Dr James is engaging here in a truly ballsy bit of subterfuge. Yes, the WHO says that breast milk is best, but it’s referring only to ordinary breast milk produced by actual women. It makes no mention of man milk. But Dr James knows that. She’s a senior consultant in the NHS and there’s not a chance she doesn’t also know that the milk produced by a baby’s biological mother is by far its best bet. Unlike man milk, a mother’s milk at first contains colostrum, which has all the antibodies, antioxidants and nutrients a newborn needs and it changes magically, in response to the needs of a child. No man has ever produced colostrum, hard as he pumps, nor anything like enough milk to feed a baby.

But Dr James’s really unforgivable omission is not to mention that domperidone, the drug used to induce lactation, might well be unsafe for a child. Domperidone has not been licensed for use in America because of concerns that it causes heart problems. Trans activists can insist till they’re blue in the hair that the small amounts of domperidone in chest milk are unlikely to harm a baby, but they just don’t know. Dr James hasn’t a scooby doo whether the milk she advocates is safe for babies. So what in God’s name does she mean when she calls it ‘ideal’?

In all studies cited, much is made of the ‘affirmation’ a trans woman (man) feels when he’s allowed to breastfeed. It helps with his dysphoria, we’re told. There must be some official NHS document that shows how to weigh the brief satisfaction of a trans woman against the possibility of lifelong harm to an infant. I’d love to see it.

I’ve been studying the board of the Sussex Trust, and in particular its chairman, Alan McCarthy MBE, so that I know who to come after should the babies fed with trans milk suffer heart problems. McCarthy has dimples, implausible teeth and the sort of tan you get from weekends sailing in the Solent. He’s due to retire in June and I’m betting he just wants a quiet life now, no fuss before he goes.

If I had Mr McCarthy’s ear, I might have recommended that, in the interests of minimising later fuss, he distanced himself a little from Dr James when he was asked about her this week. He could have apologised for her comments – or at least made it clear that any risk to a child outweighs the momentary satisfaction of a man in the grip of a fetish. Instead, the Trust doubled down and, with the air of the righteous sticking it to nasty bigots, said: ‘We stand by the facts of the letter and the cited evidence supporting them.’

Well of course they do. University Hospitals Sussex Trust is a member of Stonewall’s ‘Diversity Champions’ programme and it has admitted that it took advice from ‘external organisations’ when it cooked up its breastfeeding policy. It’s like listening to hostage victims read from statements prepared for them by their kidnappers. Say just what we’ve practised, Mr McCarthy, or your diversity score gets it.

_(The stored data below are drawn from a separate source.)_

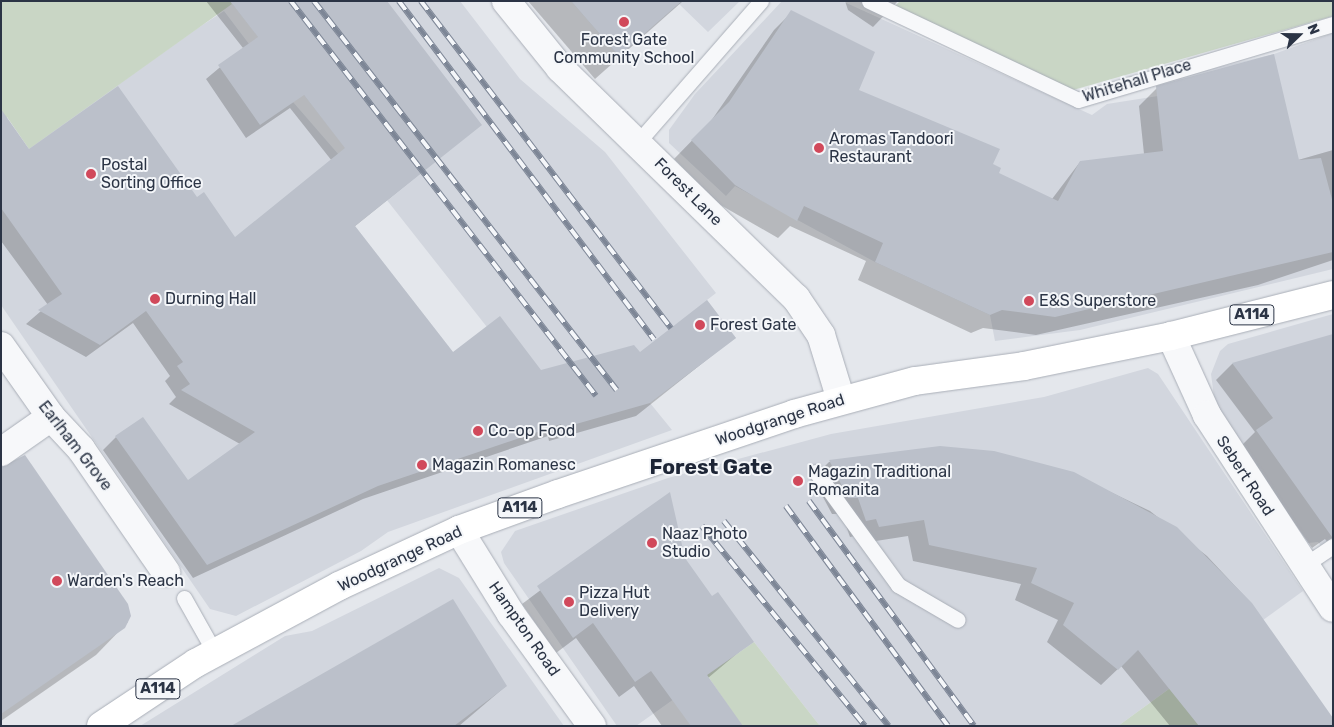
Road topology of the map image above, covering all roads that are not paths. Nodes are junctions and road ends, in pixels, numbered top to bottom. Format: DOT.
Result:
graph roads {
  1 [pos="506,1"];
  2 [pos="761,1"];
  3 [pos="868,1"];
  4 [pos="1333,24"];
  5 [pos="638,142"];
  6 [pos="1333,295"];
  7 [pos="1171,336"];
  8 [pos="1,346"];
  9 [pos="841,400"];
  10 [pos="51,417"];
  11 [pos="1,452"];
  12 [pos="816,472"];
  13 [pos="459,530"];
  14 [pos="1333,546"];
  15 [pos="1303,566"];
  16 [pos="166,572"];
  17 [pos="184,598"];
  18 [pos="1333,608"];
  19 [pos="958,620"];
  20 [pos="215,653"];
  21 [pos="101,726"];
  22 [pos="592,726"];
  1 -- 5 [label="street, Forest Lane"];
  2 -- 5 [label="lane"];
  3 -- 4 [label="lane, Whitehall Place"];
  5 -- 9 [label="street, Forest Lane"];
  6 -- 7 [label="main road, Woodgrange Road / A114"];
  7 -- 9 [label="main road, Woodgrange Road / A114"];
  7 -- 15 [label="street, Sebert Road"];
  8 -- 10 [label="street, Earlham Grove"];
  9 -- 13 [label="main road, Woodgrange Road / A114"];
  10 -- 11 [label="street"];
  10 -- 16 [label="street, Earlham Grove"];
  12 -- 19 [label="lane"];
  13 -- 20 [label="main road, Woodgrange Road / A114"];
  13 -- 22 [label="street, Hampton Road"];
  14 -- 15 [label="lane"];
  15 -- 18 [label="street, Sebert Road"];
  17 -- 20 [label="lane"];
  20 -- 21 [label="main road, Woodgrange Road / A114"];
}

On Monday night, the BBC chose to discuss the man-milk affair with a young woman called Kate Luxion, an unqualified ‘trainee lactation consultant’ and a researcher at UCL. With a composed and serious expression, Luxion insisted that not only was man milk safe, but ‘studies’ had actually found that a trans woman’s milk contained more nutrients than the milk of a baby’s mother. The presenter nodded happily along. Nod, nod, smile, smile. Yep, sounded right to her. 

The BBC didn’t think it necessary to quiz the trainee consultant, to examine the study she cited or to ask how it could possibly be true that trans milk is actually suddenly more nutritious than the milk from a biological mother. Neither the babies nor the truth matter any more.